Saved data entries
◇ ◇ ◇ ◇

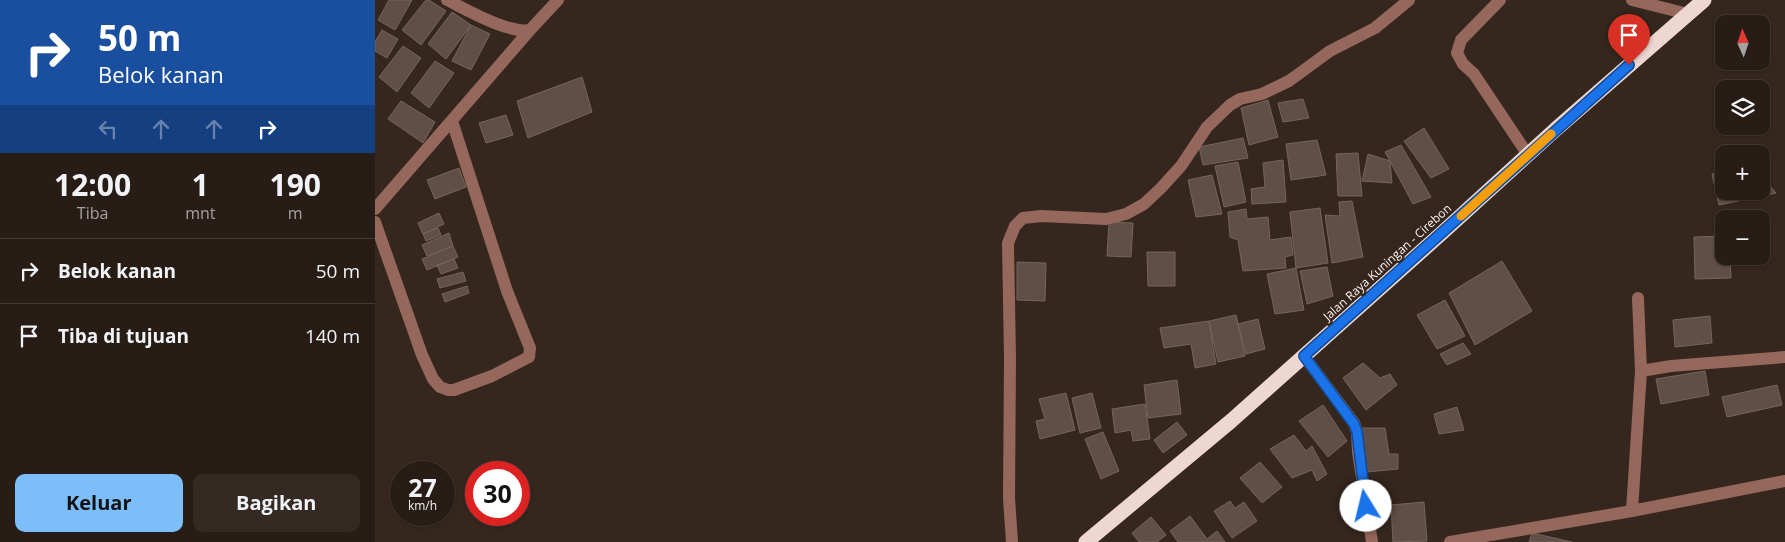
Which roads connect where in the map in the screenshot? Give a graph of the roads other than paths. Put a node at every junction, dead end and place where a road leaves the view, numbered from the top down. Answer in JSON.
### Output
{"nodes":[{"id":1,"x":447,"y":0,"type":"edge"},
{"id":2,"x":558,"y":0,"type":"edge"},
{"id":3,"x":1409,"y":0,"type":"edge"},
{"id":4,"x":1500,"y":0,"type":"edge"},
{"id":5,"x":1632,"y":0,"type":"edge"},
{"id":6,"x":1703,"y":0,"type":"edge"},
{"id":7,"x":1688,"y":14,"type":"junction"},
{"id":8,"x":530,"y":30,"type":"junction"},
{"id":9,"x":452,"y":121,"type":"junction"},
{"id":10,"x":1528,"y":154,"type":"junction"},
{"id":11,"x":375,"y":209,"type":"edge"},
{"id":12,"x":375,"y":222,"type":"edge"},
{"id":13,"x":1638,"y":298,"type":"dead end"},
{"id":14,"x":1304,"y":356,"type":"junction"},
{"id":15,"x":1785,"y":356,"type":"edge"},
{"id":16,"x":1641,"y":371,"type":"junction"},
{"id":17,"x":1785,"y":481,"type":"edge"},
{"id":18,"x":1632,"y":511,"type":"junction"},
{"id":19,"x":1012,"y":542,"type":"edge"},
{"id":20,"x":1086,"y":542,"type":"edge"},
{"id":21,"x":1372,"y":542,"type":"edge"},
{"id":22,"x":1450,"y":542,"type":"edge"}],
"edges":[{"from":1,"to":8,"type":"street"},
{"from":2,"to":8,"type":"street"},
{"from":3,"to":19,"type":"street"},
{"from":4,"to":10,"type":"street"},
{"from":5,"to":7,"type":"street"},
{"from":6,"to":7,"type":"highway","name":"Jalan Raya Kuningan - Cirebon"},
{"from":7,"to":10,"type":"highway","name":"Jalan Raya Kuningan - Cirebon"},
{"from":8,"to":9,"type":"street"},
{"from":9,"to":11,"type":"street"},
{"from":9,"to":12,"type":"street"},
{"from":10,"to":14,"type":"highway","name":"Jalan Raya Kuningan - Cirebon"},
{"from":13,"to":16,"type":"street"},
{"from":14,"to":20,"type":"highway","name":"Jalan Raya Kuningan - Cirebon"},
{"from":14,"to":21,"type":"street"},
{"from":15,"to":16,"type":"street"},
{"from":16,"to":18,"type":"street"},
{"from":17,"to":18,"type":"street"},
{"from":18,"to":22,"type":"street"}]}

◇ ◇ ◇ ◇

Your objective
Search the lines above for the string "Cirebon", then show every one that has it.

Response to this exercise
{"from":6,"to":7,"type":"highway","name":"Jalan Raya Kuningan - Cirebon"},
{"from":7,"to":10,"type":"highway","name":"Jalan Raya Kuningan - Cirebon"},
{"from":10,"to":14,"type":"highway","name":"Jalan Raya Kuningan - Cirebon"},
{"from":14,"to":20,"type":"highway","name":"Jalan Raya Kuningan - Cirebon"},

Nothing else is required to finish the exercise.